Reading the dispatch in a Scottish paper, David Goodfellow, a nephew of David Gowan (who had left Scotland many years previous to seek his fortune in America) wondered if this could be his “long lost” uncle. A letter addressed “David Cowan, near Flagstaff, Arizona Territory, United States of America” was sent. Giving full credit to the U.S. Postal Service, the letter arrived, putting Gowan back in contact with his relatives in Scotland.
Gowan soon grew tired of his “Lonesome Paradise”. Feeling his discovery offered unlimited possibilities for someone willing to exert the effort to develop it, he offered it to his nephew in Scotland if he would come to America and settle there.
David Goodfellow arrived in America with his wife and three children in 1893. David had sold his tailoring business in Durham, boarded a ship for New York City and then, traveled by train to Flagstaff, Arizona Territory. Davis Gowan hired a freight hauler from Payson and met the Goodfellows the train station in Flagstaff. They loaded their belongings into the wagon pulled by a team of horses and arrived at the Bridge six days later.
David Goodfellow with the help of his good wife and sons, built a road, converted the rocky travertine-covered acres into fertile farm land, and built a comfortable home to accommodate the family and the few curious who were daring enough to venture into this rugged semi-wilderness to see this amazing natural wonder lying at their doorstep.
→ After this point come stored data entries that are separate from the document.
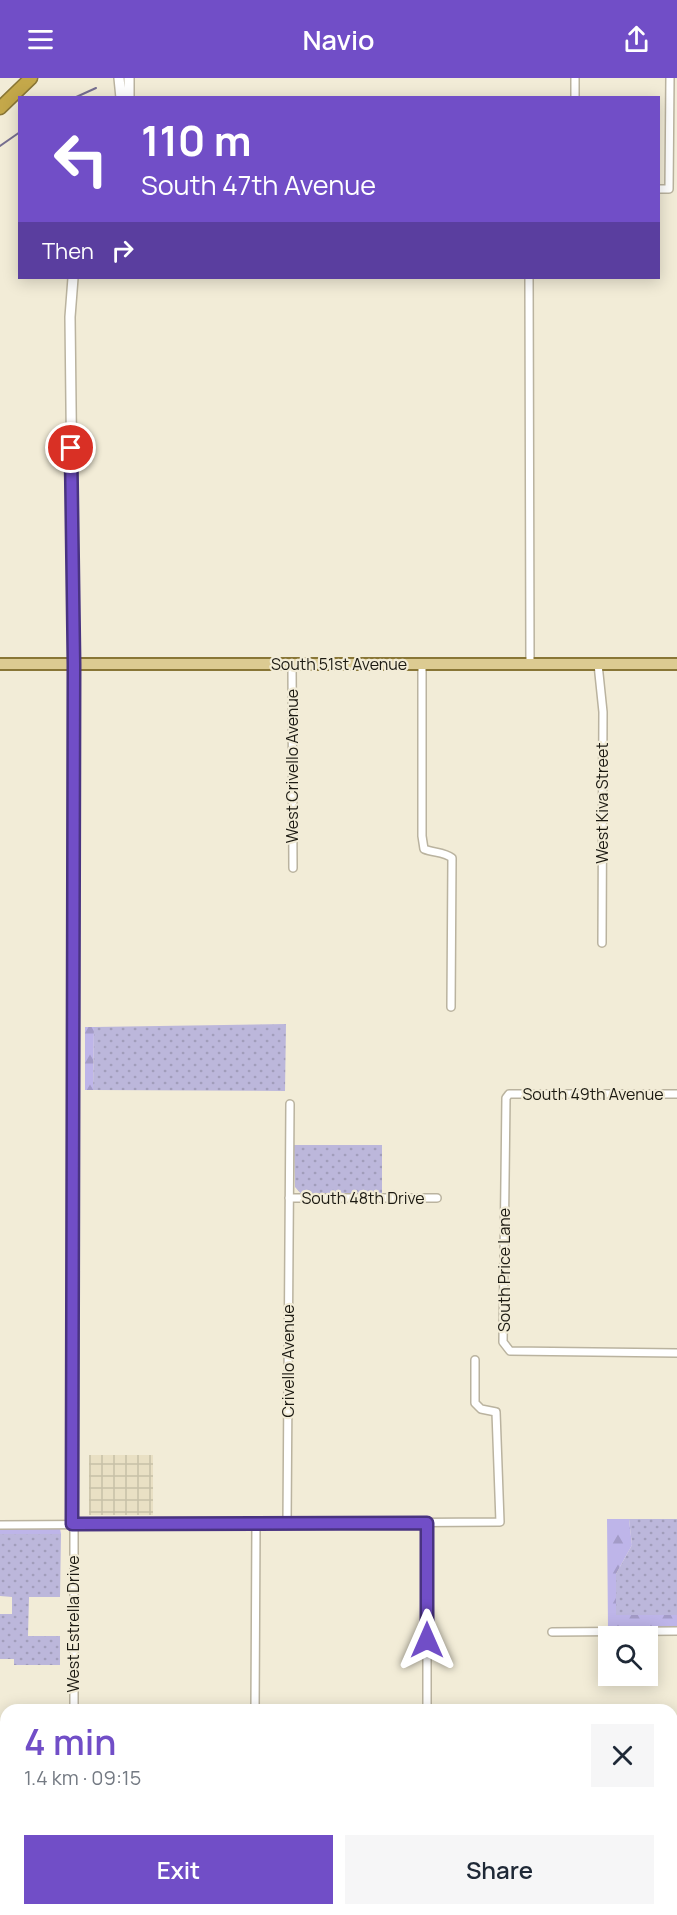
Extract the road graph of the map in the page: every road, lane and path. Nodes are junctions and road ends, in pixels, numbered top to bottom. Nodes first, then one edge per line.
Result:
1 (31, 78) edge
2 (119, 78) edge
3 (129, 78) edge
4 (575, 78) edge
5 (670, 78) edge
6 (121, 96) edge
7 (129, 96) edge
8 (575, 96) edge
9 (0, 108) edge
10 (660, 189) edge
11 (73, 279) edge
12 (529, 279) edge
13 (0, 664) edge
14 (74, 664) junction
15 (292, 664) junction
16 (422, 664) junction
17 (530, 664) junction
18 (598, 664) junction
19 (677, 664) edge
20 (293, 868) dead end
21 (602, 943) dead end
22 (451, 1007) dead end
23 (509, 1094) joint
24 (677, 1094) edge
25 (290, 1104) dead end
26 (289, 1198) junction
27 (437, 1198) dead end
28 (677, 1353) edge
29 (475, 1360) dead end
30 (427, 1523) junction
31 (72, 1524) junction
32 (287, 1524) junction
33 (0, 1525) edge
34 (256, 1525) junction
35 (677, 1631) edge
36 (552, 1632) dead end
37 (74, 1704) edge
38 (255, 1704) edge
39 (427, 1704) edge

1 - 9 highway
2 - 6 main road
3 - 7 main road
4 - 8 street
5 - 10 street
11 - 14 main road, West Estrella Drive
12 - 17 street
13 - 14 main road, South 51st Avenue
14 - 15 main road, South 51st Avenue
14 - 31 street, West Estrella Drive
15 - 16 main road, South 51st Avenue
15 - 20 street, West Crivello Avenue
16 - 17 main road, South 51st Avenue
16 - 22 street
17 - 18 main road, South 51st Avenue
18 - 19 main road, South 51st Avenue
18 - 21 street, West Kiva Street
23 - 24 street, South 49th Avenue
23 - 28 street, South Price Lane
25 - 26 street
26 - 27 street, South 48th Drive
26 - 32 street, Crivello Avenue
29 - 30 street
30 - 32 street
30 - 39 street
31 - 33 street
31 - 34 street
31 - 37 street, West Estrella Drive
32 - 34 street
34 - 38 street
35 - 36 street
The Goodfellows continued to enterprisingly improve the site, by constructing six small guest cabins, then building a 10-room lodge with running water and improving access to the caves beneath the Bridge.
The Goodfellows owned the Bridge until 1948 when Glen L. Randall purchased it from them. Mr. Randall’s grandfather first entered the area in 1879 and was one of the first residents to greet the Goodfellows when they moved over from Scotland. The Randalls were the owners and involved in the operation the Bridge until the 1980’s. However, during the late 1970’s and early 1980’s, the property title was clouded in a series of complex partnerships and various legal entanglements. In the late 1980’s, the Courts determined that Clifford Wolfswinkle was the legal owner of the Tonto Natural Bridge.